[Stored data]
_ _ _ _ _ _ _

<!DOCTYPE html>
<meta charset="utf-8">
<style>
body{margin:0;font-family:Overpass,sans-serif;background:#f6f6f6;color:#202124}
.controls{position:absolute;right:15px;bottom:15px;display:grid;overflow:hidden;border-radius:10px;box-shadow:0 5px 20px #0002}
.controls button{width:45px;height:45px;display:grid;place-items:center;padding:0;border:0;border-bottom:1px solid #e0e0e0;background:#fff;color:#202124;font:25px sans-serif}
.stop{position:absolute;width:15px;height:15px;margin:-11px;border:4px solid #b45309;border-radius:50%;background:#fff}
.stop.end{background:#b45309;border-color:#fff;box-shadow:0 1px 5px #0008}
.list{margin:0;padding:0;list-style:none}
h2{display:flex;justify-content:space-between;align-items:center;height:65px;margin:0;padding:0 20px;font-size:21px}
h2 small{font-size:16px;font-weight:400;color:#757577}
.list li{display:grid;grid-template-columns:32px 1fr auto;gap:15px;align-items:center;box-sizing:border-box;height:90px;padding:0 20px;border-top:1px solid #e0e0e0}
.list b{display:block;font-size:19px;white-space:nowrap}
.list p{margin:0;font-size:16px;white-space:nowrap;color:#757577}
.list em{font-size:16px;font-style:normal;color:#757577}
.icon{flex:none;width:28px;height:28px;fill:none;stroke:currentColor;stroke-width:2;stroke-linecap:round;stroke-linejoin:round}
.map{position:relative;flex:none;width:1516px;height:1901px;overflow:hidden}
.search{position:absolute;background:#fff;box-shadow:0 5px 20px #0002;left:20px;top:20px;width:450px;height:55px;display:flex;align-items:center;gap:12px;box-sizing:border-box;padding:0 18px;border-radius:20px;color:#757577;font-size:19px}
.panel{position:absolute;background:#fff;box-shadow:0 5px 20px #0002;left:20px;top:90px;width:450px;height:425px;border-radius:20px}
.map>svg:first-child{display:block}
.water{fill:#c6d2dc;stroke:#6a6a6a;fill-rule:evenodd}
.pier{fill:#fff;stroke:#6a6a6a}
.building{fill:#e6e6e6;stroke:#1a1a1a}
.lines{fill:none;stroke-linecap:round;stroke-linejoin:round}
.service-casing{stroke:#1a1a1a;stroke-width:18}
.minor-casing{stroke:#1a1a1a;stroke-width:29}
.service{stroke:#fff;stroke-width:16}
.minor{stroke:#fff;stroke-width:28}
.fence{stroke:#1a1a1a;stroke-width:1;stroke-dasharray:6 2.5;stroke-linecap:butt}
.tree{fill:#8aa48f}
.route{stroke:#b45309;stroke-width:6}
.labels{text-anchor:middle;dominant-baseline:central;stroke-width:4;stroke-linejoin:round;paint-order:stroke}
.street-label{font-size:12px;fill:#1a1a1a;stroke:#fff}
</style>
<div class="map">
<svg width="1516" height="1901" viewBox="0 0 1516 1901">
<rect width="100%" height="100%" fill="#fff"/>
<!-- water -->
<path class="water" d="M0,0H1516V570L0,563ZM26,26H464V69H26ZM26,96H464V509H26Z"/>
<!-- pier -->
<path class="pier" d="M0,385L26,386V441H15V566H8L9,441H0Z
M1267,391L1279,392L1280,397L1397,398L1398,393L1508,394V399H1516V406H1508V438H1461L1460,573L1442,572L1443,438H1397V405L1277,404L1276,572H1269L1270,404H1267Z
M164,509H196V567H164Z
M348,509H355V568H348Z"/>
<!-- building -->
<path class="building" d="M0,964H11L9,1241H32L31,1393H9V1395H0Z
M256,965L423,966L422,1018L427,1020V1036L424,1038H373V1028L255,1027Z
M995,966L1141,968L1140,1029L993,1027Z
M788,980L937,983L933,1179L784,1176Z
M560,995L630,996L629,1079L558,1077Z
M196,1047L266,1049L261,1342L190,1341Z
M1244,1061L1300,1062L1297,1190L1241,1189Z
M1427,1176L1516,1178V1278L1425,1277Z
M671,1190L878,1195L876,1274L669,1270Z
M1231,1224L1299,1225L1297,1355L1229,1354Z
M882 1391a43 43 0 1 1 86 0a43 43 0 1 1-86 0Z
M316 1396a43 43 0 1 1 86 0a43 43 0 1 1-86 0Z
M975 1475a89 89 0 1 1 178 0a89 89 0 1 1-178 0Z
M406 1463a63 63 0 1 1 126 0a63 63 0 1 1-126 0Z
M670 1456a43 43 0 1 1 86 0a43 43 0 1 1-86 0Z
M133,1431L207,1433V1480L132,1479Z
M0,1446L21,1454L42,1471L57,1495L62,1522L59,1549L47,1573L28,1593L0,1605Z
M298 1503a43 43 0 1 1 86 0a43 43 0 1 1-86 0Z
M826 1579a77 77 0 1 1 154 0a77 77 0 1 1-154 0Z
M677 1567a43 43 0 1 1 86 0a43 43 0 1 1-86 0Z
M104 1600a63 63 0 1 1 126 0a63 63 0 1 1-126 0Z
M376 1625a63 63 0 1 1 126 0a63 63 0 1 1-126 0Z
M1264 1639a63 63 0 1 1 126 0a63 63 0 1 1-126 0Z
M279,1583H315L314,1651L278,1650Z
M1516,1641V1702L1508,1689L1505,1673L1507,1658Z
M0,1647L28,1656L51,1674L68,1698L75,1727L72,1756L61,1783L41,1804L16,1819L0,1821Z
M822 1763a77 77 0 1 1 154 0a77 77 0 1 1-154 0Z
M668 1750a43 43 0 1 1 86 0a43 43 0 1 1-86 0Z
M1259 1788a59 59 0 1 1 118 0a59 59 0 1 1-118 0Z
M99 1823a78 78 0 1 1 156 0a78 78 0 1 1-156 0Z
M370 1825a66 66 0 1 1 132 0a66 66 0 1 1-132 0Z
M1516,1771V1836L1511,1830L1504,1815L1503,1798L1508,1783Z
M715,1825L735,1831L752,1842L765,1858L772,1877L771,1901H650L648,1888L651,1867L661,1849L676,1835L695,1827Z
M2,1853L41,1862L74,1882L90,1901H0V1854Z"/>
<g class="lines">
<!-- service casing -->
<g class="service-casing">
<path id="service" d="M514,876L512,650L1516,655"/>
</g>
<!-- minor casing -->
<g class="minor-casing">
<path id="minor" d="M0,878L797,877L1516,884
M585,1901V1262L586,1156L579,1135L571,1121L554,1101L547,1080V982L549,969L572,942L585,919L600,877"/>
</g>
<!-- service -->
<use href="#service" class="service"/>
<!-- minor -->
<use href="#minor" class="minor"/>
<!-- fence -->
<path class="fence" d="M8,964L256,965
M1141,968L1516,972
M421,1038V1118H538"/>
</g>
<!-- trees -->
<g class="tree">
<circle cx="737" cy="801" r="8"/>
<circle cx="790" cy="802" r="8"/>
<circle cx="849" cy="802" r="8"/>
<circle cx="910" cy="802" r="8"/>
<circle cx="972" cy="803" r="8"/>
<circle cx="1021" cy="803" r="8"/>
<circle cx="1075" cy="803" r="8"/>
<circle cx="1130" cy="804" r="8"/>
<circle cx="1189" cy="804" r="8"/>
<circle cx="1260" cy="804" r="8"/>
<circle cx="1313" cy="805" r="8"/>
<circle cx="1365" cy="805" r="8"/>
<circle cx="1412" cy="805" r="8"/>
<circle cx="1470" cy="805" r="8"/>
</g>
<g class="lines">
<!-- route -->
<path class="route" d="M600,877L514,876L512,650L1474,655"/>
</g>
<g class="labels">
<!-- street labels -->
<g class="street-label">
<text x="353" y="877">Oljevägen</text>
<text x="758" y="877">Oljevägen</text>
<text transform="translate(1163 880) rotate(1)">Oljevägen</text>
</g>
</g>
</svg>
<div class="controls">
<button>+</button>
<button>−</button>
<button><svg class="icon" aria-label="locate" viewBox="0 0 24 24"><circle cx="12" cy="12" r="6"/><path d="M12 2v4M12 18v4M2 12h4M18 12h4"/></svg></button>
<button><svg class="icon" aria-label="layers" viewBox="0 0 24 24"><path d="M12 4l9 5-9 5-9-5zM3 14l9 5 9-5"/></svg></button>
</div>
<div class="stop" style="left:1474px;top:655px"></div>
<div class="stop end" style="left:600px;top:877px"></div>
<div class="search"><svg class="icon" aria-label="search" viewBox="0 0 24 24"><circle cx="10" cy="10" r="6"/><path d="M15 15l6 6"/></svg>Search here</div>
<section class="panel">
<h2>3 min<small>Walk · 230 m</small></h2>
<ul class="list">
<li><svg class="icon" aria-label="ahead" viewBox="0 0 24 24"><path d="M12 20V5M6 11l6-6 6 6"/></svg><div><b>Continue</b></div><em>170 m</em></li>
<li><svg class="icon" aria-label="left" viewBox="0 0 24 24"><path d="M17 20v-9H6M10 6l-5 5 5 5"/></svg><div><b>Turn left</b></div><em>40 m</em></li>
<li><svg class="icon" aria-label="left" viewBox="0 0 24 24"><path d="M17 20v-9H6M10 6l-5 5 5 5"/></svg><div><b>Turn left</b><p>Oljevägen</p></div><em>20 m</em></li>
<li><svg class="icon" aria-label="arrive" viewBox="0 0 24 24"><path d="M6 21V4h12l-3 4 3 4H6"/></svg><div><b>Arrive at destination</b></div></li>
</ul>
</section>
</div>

_ _ _ _ _ _ _

→ Work item:
Across the data, pull every line containing the string "stop".

→ Result for this exercise:
.stop{position:absolute;width:15px;height:15px;margin:-11px;border:4px solid #b45309;border-radius:50%;background:#fff}
.stop.end{background:#b45309;border-color:#fff;box-shadow:0 1px 5px #0008}
<div class="stop" style="left:1474px;top:655px"></div>
<div class="stop end" style="left:600px;top:877px"></div>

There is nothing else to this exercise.